Today is Day 17. The past week has flown by, not really from busy-ness, although there is always that, but from lots of decisions and praying and more decisions. The worst part is that we are in a bit of a flux, and some of the decisions are not ours to make, so we must wait to even let anyone know "Here's what God is doing."
I can say this: sometimes God closes every single door around you. You try all the handles. One by one, you get the same result: locked. You're starting to sweat and feel hopeless, helpless, trapped. Finally you're standing before the last door. You reach out a trembling hand, and somewhat to your surprise, and somewhat at your expectation--it is after all the last door, and God never abandons you to nowhere and nothingness--the handle turns. You are scared at what you might find behind that door, but when you turn back to look at all the locked doors behind you, you know that God has used those dead ends to lead you to this very door. This is your door. You open it, and it leads to another door, also unlocked, and another and another. But before you burst through each doorway into something completely new and a little terrifying, you must test this against His word and pray and continue to seek Him. It's not about that door, but about Him already waiting for you on the other side, beckoning you. And in the midst of seeking, you realize that perhaps these are the doors, if given total free choice, you would have chosen all along. And so you walk through hesitantly. And until another door closes and locks, you continue through the maze.

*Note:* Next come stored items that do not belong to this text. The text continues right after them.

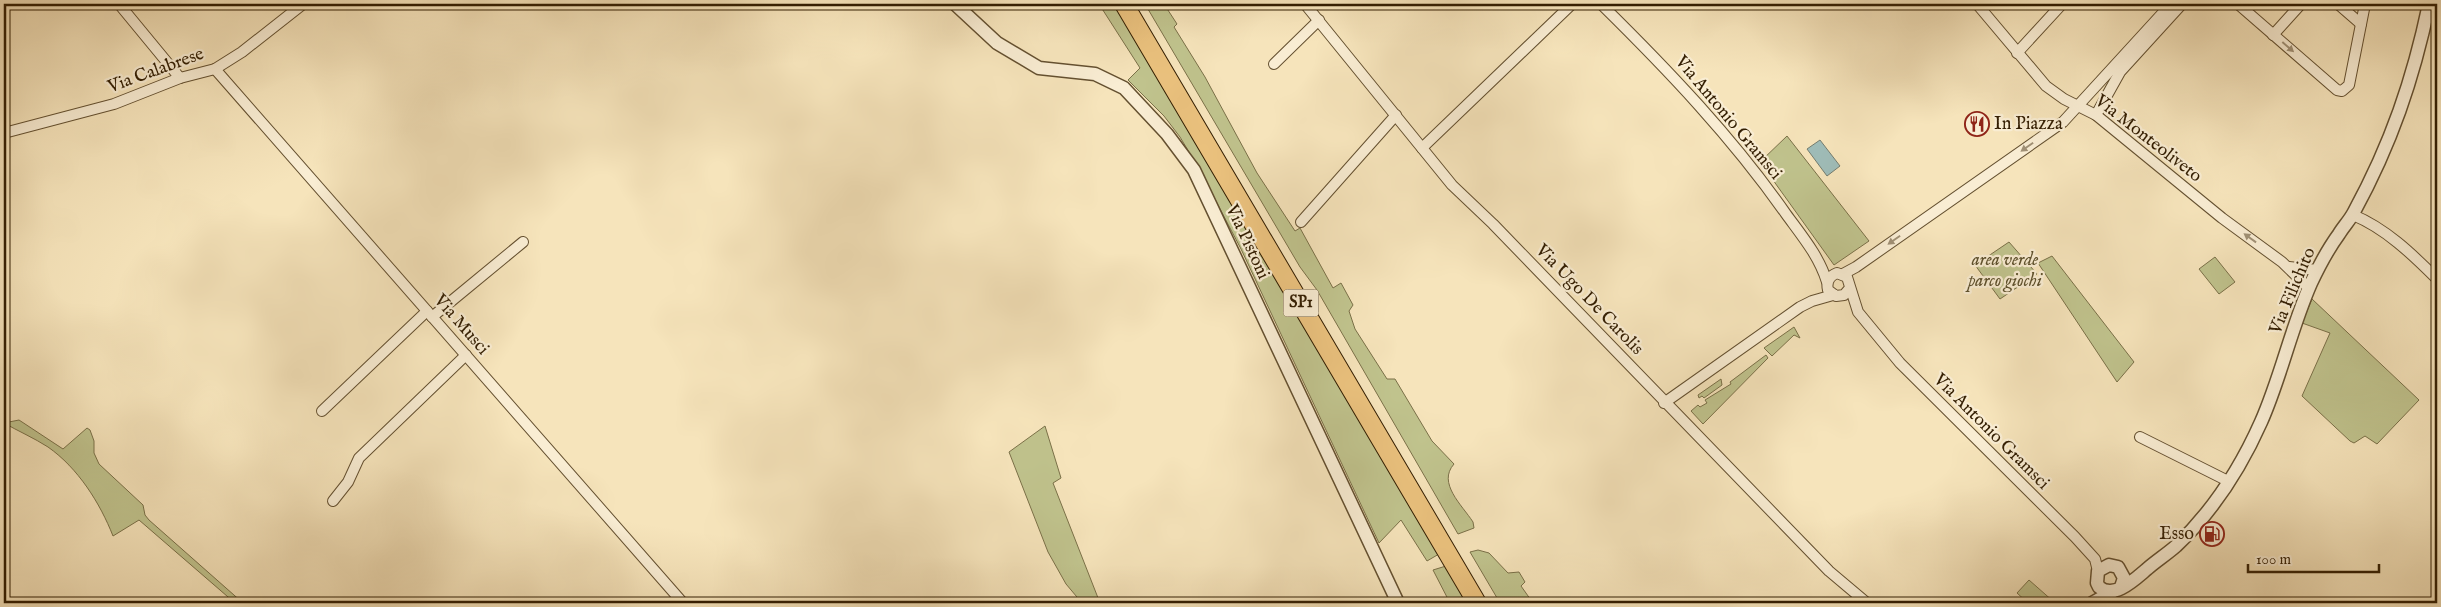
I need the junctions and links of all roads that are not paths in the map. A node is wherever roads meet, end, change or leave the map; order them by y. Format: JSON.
{"nodes":[{"id":1,"x":120,"y":4,"type":"edge"},
{"id":2,"x":303,"y":4,"type":"edge"},
{"id":3,"x":955,"y":4,"type":"edge"},
{"id":4,"x":1124,"y":4,"type":"edge"},
{"id":5,"x":1138,"y":4,"type":"edge"},
{"id":6,"x":1305,"y":4,"type":"edge"},
{"id":7,"x":1572,"y":4,"type":"edge"},
{"id":8,"x":1601,"y":4,"type":"edge"},
{"id":9,"x":1978,"y":4,"type":"edge"},
{"id":10,"x":2062,"y":4,"type":"edge"},
{"id":11,"x":2171,"y":4,"type":"edge"},
{"id":12,"x":2182,"y":4,"type":"edge"},
{"id":13,"x":2238,"y":4,"type":"edge"},
{"id":14,"x":2300,"y":4,"type":"edge"},
{"id":15,"x":2338,"y":4,"type":"edge"},
{"id":16,"x":2365,"y":4,"type":"edge"},
{"id":17,"x":2429,"y":4,"type":"edge"},
{"id":18,"x":1318,"y":20,"type":"junction"},
{"id":19,"x":2361,"y":24,"type":"junction"},
{"id":20,"x":2273,"y":35,"type":"junction"},
{"id":21,"x":2017,"y":53,"type":"junction"},
{"id":22,"x":1274,"y":64,"type":"dead end"},
{"id":23,"x":214,"y":69,"type":"junction"},
{"id":24,"x":180,"y":78,"type":"junction"},
{"id":25,"x":2079,"y":105,"type":"junction"},
{"id":26,"x":1396,"y":115,"type":"junction"},
{"id":27,"x":2096,"y":115,"type":"junction"},
{"id":28,"x":4,"y":134,"type":"edge"},
{"id":29,"x":1422,"y":148,"type":"junction"},
{"id":30,"x":2353,"y":215,"type":"junction"},
{"id":31,"x":1302,"y":222,"type":"dead end"},
{"id":32,"x":523,"y":242,"type":"dead end"},
{"id":33,"x":1821,"y":263,"type":"junction"},
{"id":34,"x":2289,"y":268,"type":"junction"},
{"id":35,"x":2317,"y":270,"type":"junction"},
{"id":36,"x":1845,"y":279,"type":"junction"},
{"id":37,"x":2437,"y":279,"type":"edge"},
{"id":38,"x":2309,"y":288,"type":"junction"},
{"id":39,"x":1831,"y":290,"type":"junction"},
{"id":40,"x":1858,"y":312,"type":"junction"},
{"id":41,"x":429,"y":314,"type":"junction"},
{"id":42,"x":466,"y":356,"type":"junction"},
{"id":43,"x":1664,"y":403,"type":"junction"},
{"id":44,"x":322,"y":412,"type":"dead end"},
{"id":45,"x":2140,"y":437,"type":"dead end"},
{"id":46,"x":2228,"y":481,"type":"junction"},
{"id":47,"x":333,"y":501,"type":"dead end"},
{"id":48,"x":2086,"y":548,"type":"junction"},
{"id":49,"x":2117,"y":568,"type":"junction"},
{"id":50,"x":2148,"y":568,"type":"junction"},
{"id":51,"x":2098,"y":577,"type":"junction"},
{"id":52,"x":2117,"y":590,"type":"junction"},
{"id":53,"x":683,"y":603,"type":"edge"},
{"id":54,"x":1398,"y":603,"type":"edge"},
{"id":55,"x":1477,"y":603,"type":"edge"},
{"id":56,"x":1490,"y":603,"type":"edge"},
{"id":57,"x":1867,"y":603,"type":"edge"},
{"id":58,"x":2090,"y":603,"type":"edge"}],
"edges":[{"from":1,"to":24,"type":"street"},
{"from":2,"to":23,"type":"street","name":"Via Calabrese"},
{"from":3,"to":54,"type":"street","name":"Via Pistoni"},
{"from":4,"to":55,"type":"highway","number":"SP1"},
{"from":5,"to":56,"type":"highway","number":"SP1"},
{"from":6,"to":18,"type":"street","name":"Via Ugo De Carolis"},
{"from":7,"to":29,"type":"street"},
{"from":8,"to":33,"type":"street","name":"Via Antonio Gramsci"},
{"from":9,"to":21,"type":"street","name":"Via Monteoliveto"},
{"from":10,"to":21,"type":"street"},
{"from":11,"to":25,"type":"street"},
{"from":12,"to":27,"type":"street"},
{"from":13,"to":20,"type":"street"},
{"from":14,"to":20,"type":"street"},
{"from":15,"to":19,"type":"street"},
{"from":16,"to":19,"type":"street"},
{"from":17,"to":30,"type":"street","name":"Via Filichito"},
{"from":18,"to":22,"type":"street"},
{"from":18,"to":26,"type":"street","name":"Via Ugo De Carolis"},
{"from":20,"to":19,"type":"street","one_way":true},
{"from":21,"to":25,"type":"street","name":"Via Monteoliveto"},
{"from":23,"to":24,"type":"street","name":"Via Calabrese"},
{"from":23,"to":41,"type":"street","name":"Via Musci"},
{"from":24,"to":28,"type":"street","name":"Via Calabrese"},
{"from":25,"to":27,"type":"street","name":"Via Monteoliveto"},
{"from":25,"to":36,"type":"street","one_way":true},
{"from":26,"to":29,"type":"street","name":"Via Ugo De Carolis"},
{"from":26,"to":31,"type":"street"},
{"from":34,"to":27,"type":"street","name":"Via Monteoliveto","one_way":true},
{"from":29,"to":43,"type":"street","name":"Via Ugo De Carolis"},
{"from":30,"to":35,"type":"street","name":"Via Filichito"},
{"from":30,"to":37,"type":"street"},
{"from":32,"to":41,"type":"street"},
{"from":33,"to":36,"type":"street","name":"Via Antonio Gramsci"},
{"from":33,"to":39,"type":"street","name":"Via Antonio Gramsci"},
{"from":34,"to":35,"type":"street"},
{"from":34,"to":38,"type":"street","name":"Via Monteoliveto"},
{"from":35,"to":38,"type":"street","name":"Via Filichito"},
{"from":36,"to":39,"type":"street"},
{"from":36,"to":39,"type":"street"},
{"from":36,"to":40,"type":"street","name":"Via Antonio Gramsci"},
{"from":38,"to":46,"type":"street","name":"Via Filichito"},
{"from":39,"to":40,"type":"street","name":"Via Antonio Gramsci"},
{"from":39,"to":43,"type":"street"},
{"from":40,"to":48,"type":"street","name":"Via Antonio Gramsci"},
{"from":41,"to":42,"type":"street","name":"Via Musci"},
{"from":41,"to":44,"type":"street"},
{"from":42,"to":47,"type":"street"},
{"from":42,"to":53,"type":"street","name":"Via Musci"},
{"from":43,"to":57,"type":"street","name":"Via Ugo De Carolis"},
{"from":45,"to":46,"type":"street"},
{"from":46,"to":50,"type":"street","name":"Via Filichito"},
{"from":48,"to":49,"type":"street","name":"Via Antonio Gramsci"},
{"from":48,"to":51,"type":"street","name":"Via Antonio Gramsci"},
{"from":49,"to":50,"type":"street","name":"Via Filichito"},
{"from":49,"to":51,"type":"street"},
{"from":49,"to":52,"type":"street"},
{"from":50,"to":52,"type":"street","name":"Via Filichito"},
{"from":51,"to":52,"type":"street"},
{"from":51,"to":58,"type":"street","name":"Via Filichito"},
{"from":52,"to":58,"type":"street","name":"Via Filichito"}]}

This is where Rob and I are. We don't feel like we can openly share with everyone where we think God might be leading us, until we've made sure none of the doors standing in front of us are locked.
My Scripture reading from last night spoke of the time when the disciples were out on a boat by themselves and a sudden storm came up. Jesus was off by himself praying. In the midst of their terror, they spotted Jesus walking toward them on top of the water. At first they thought it was ghost. Not only was the storm overtaking them, but now they're going to be ravaged by an evil spirit, so they thought. But Jesus said, "It is I. Don't be afraid." The very thing they were so afraid of turned out to be their only hope and best friend. That's when Peter joined Jesus on top of the water, and as he looked at his circumstance, you know, squalling waves and wind, he began to fear again and started to sink. Jesus had mercy on him, reached down and saved him, then climbed aboard the boat and rebuked the storm into nonexistence. It wasn't long before all this happened that the disciples had encountered another storm, but that time, Jesus was on the boat with them, sleeping. They cried out to him as he was physically right there, and Jesus calmed the storm. I've often wondered why this happened again. The same 12 guys, the same rickety boat, the same type of deadly storm. But this time Jesus wasn't there. Yet, he still protected them from the storm. He knew exactly where they were and that they were having trouble. (Surely from he could see the storm clouds brewing overhead...)and he still rescued them, showing even more of his power as he walked on top of the water.
Jesus was taking their faith from a faith in what they could see, to a faith in what they could not see. Was Jesus any less present during the second storm?
These stormy times here are similar for me. I haven't been able to feel his presence and direction. I've felt lost and tired and overcome by waves of hardship. But Jesus has never been absent. The storms do not come as a surprise to him.
And I think I see him in the distance, walking towards us.